Rowena Farnham received her dismissal with an elaborate shrug that plainly indicated how little she cared. Without deigning a reply she strolled out of the office, apparently as self-possessed as when she had entered. Marjorie, however, remained rooted to the bench on which she sat. She could not believe the evidence of her own ears. Neither could she credit the principal’s sudden unjust stand.
“Miss Archer,” she faltered, “won’t you——”
“The subject is closed, Miss Dean. Kindly leave my office.” Miss Archer refused to meet the two pleading eyes that persistently sought hers. This self-revelation of the girl’s guilt had dealt her a hurt which she could not soon forget. To uncover treachery and dishonesty in a friend is an experience which carries with it its own bitterness. The very fact that it is unexpected makes it infinitely harder to bear. Miss Archer’s disappointment in Marjorie was so great as to obscure her usually clear insight into matters. She had trusted her so implicitly. She felt as though she could not endure her presence in the office. Now she kept her gaze resolutely fixed on her desk, nor did she alter it until the echo of the misjudged lieutenant’s light footfalls had entirely died away.
CHAPTER VIII—FOR THE GOOD OF THE ARMY
Marjorie could never quite recall the details of that dreadful walk home. Only once before in her short life had she been so utterly crushed. That was on the day she had rushed from the little gray house, believing that her beloved Constance was a thief. Now it came back to her with force. Just as she had felt on that terrible afternoon, so must Miss Archer be feeling now. Miss Archer thought that she, Marjorie Dean, was unworthy to be a pupil of Sanford High. “If only Miss Archer had listened to me,” surged through her troubled brain as she walked the seemingly endless road home. What would Captain and General say?
Yet with this thought a gleam of daylight pierced the dark. Her Captain already knew all. She knew her daughter to be innocent of wrongdoing. General would believe in her, too. They would not see her thus disgraced without a hearing. She would yet be able to prove to Miss Archer that she was blameless of such dishonesty.

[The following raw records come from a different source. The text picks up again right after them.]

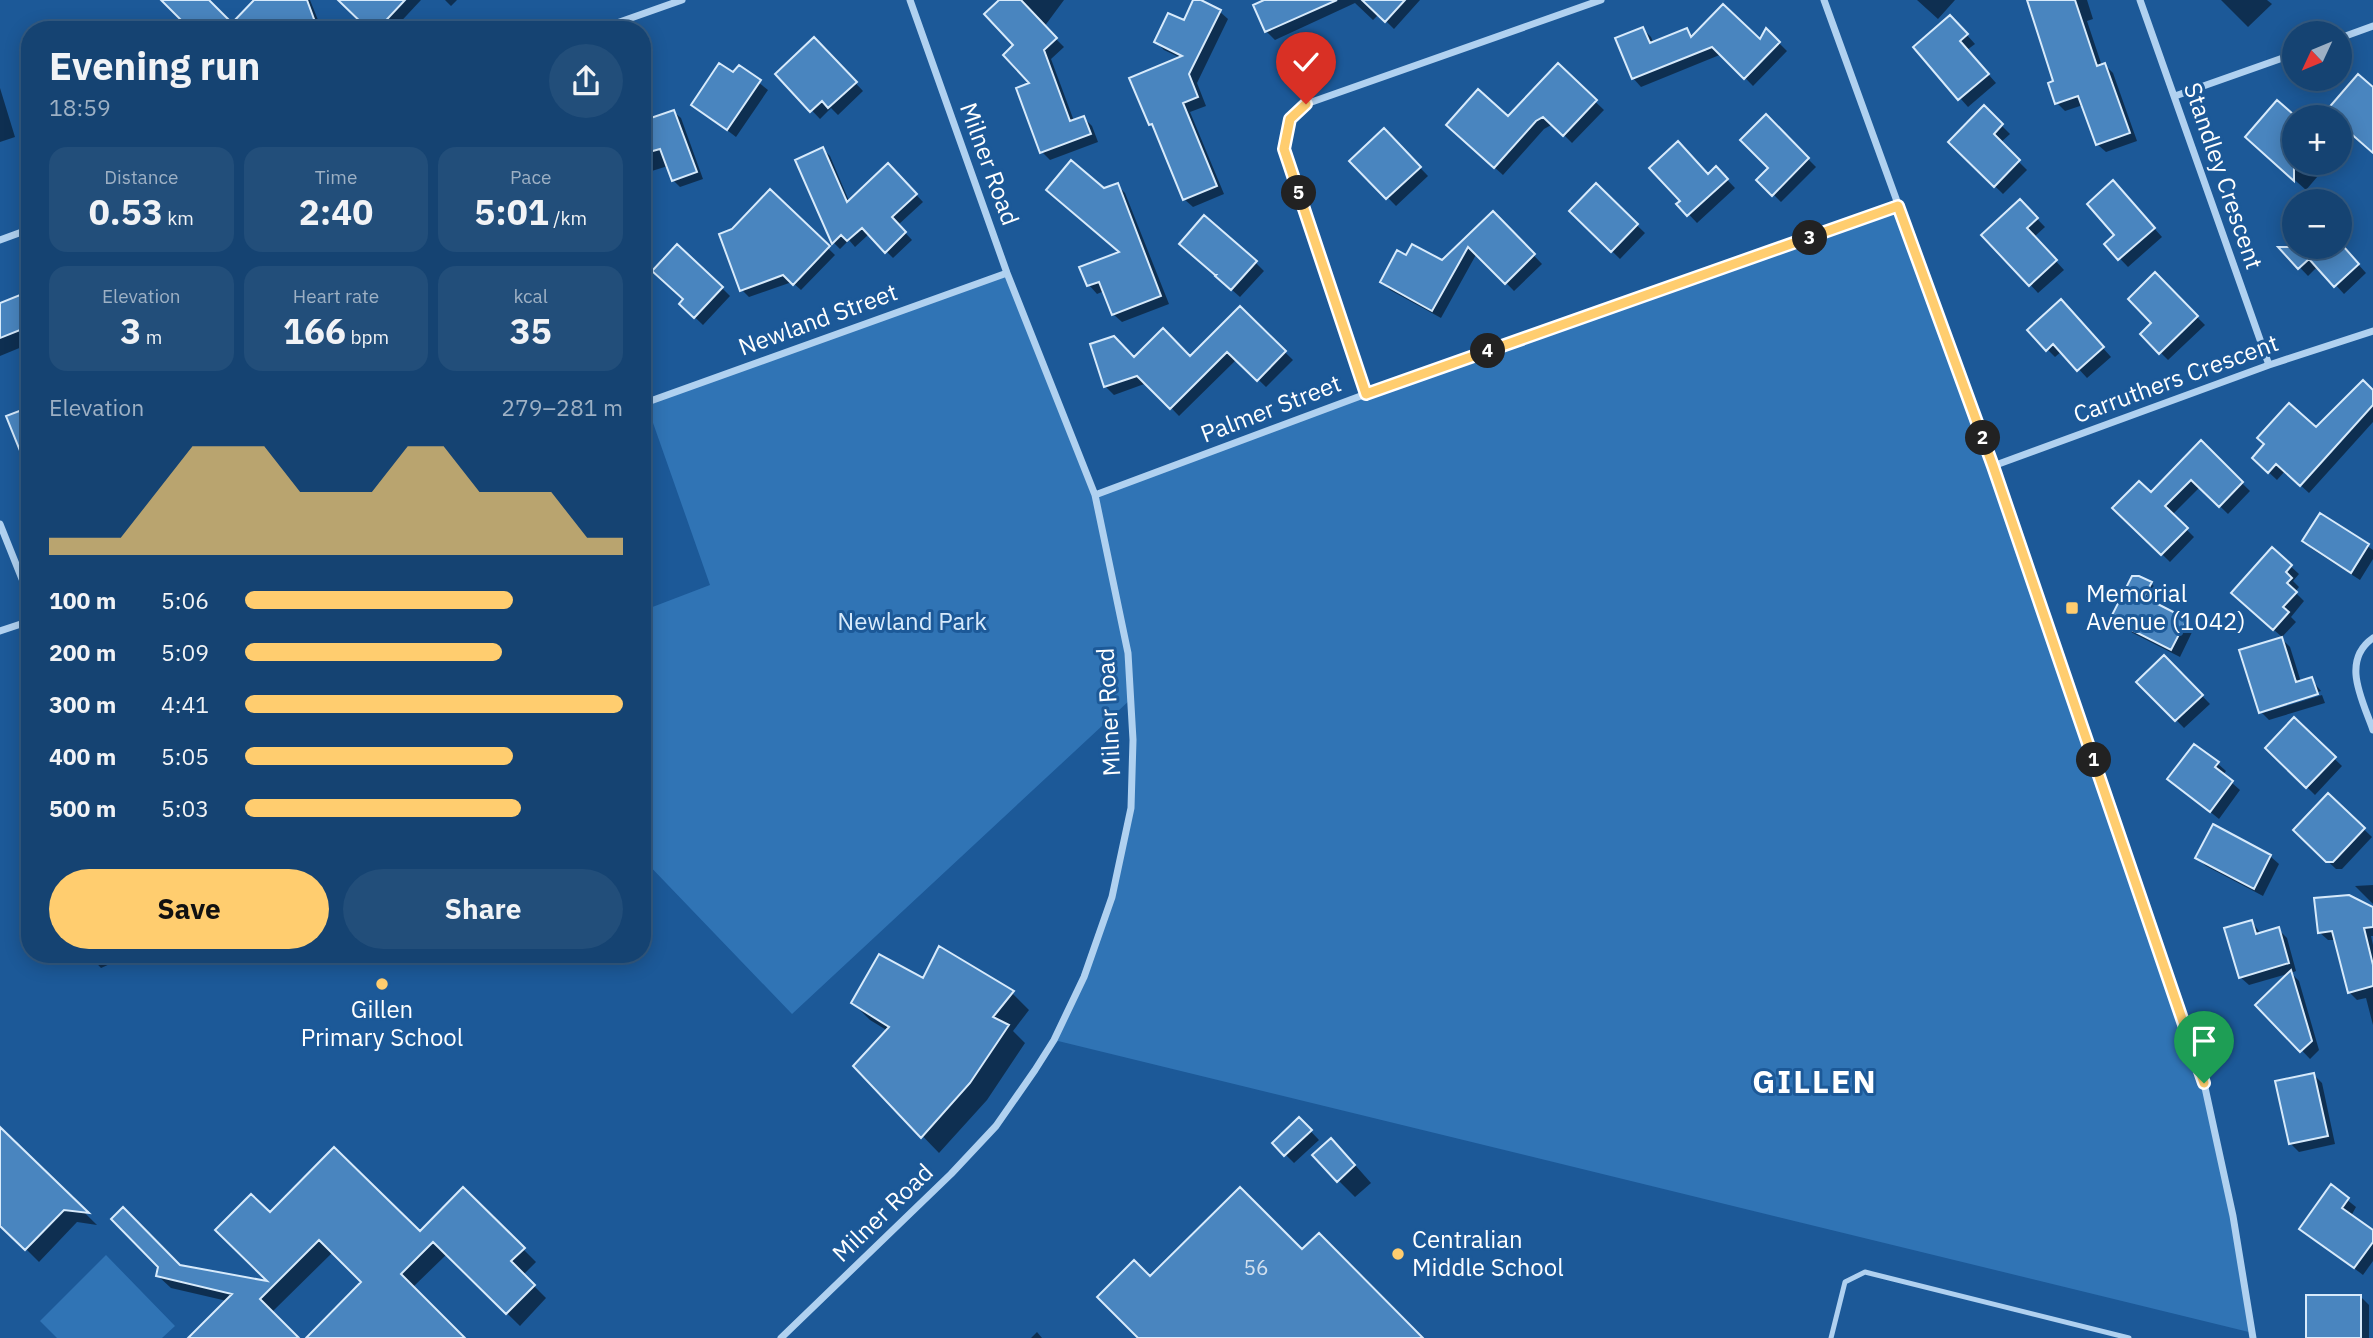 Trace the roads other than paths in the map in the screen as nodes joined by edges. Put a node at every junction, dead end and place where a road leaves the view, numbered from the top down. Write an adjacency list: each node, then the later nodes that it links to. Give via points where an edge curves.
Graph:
1 (682, 0): 6 (street)
2 (910, 0): 14 (street, Milner Road)
3 (1601, 0): 17 (street, via 1306,104 1290,119 1284,149)
4 (1824, 0): 11 (street)
5 (2140, 0): 10 (street, Standley Crescent)
6 (622, 21)
7 (2373, 26): 8 (street)
8 (2352, 34)
9 (2282, 58): 10 (street)
10 (2175, 96): 16 (street, Standley Crescent)
11 (1898, 206): 17 (street, Palmer Street); 19 (street)
12 (21, 232): 13 (street)
13 (0, 240)
14 (1007, 272): 18 (street, Newland Street); 20 (street, Milner Road)
15 (2373, 331): 16 (street, Carruthers Crescent)
16 (2269, 365): 19 (street, Carruthers Crescent)
17 (1366, 394): 20 (street, Palmer Street)
18 (651, 401)
19 (1993, 466): 30 (street, via 2204,1083)
20 (1095, 495): 27 (street, Milner Road, via 1128,653 1133,740 1131,808 1112,897 1084,977 1054,1040 996,1126)
21 (0, 524): 22 (street)
22 (21, 576)
23 (21, 624): 24 (street)
24 (0, 631)
25 (2373, 638): 26 (street, via 2360,650 2355,679)
26 (2373, 730)
27 (781, 1338)
28 (1831, 1338): 29 (lane, via 1845,1282 1866,1272)
29 (2129, 1338)
30 (2253, 1338)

“Well, well!” She had mounted the steps of her home when a cheery voice thus called out to her. The next instant she was in her father’s arms. Delight in seeing him, coupled with all she had just undergone, broke down the difficult composure she had managed to maintain while in Miss Archer’s presence. With a little sob, Marjorie threw herself into her father’s arms, pillowing her curly head against his comforting shoulder.
“My dear child, what has happened?” Mrs. Dean regarded her daughter’s shaking shoulders with patient anxiety as she cried out the startled question.
“There, there, Lieutenant.” Mr. Dean gathered the weeping girl close in his protecting arms. “Surely you aren’t crying because your worthy general has come home?”
“No-o-o,” came the muffled protest. “I’m—glad. It’s—not—that. I’ve—been—suspended—from—school.”
“What!” Mr. Dean raised the weeper’s head from his shoulders and gazed deep into the overflowing brown eyes.
“It’s true,” gulped Marjorie. “I’m not—to—blame—though. It’s all—a—misunderstanding.”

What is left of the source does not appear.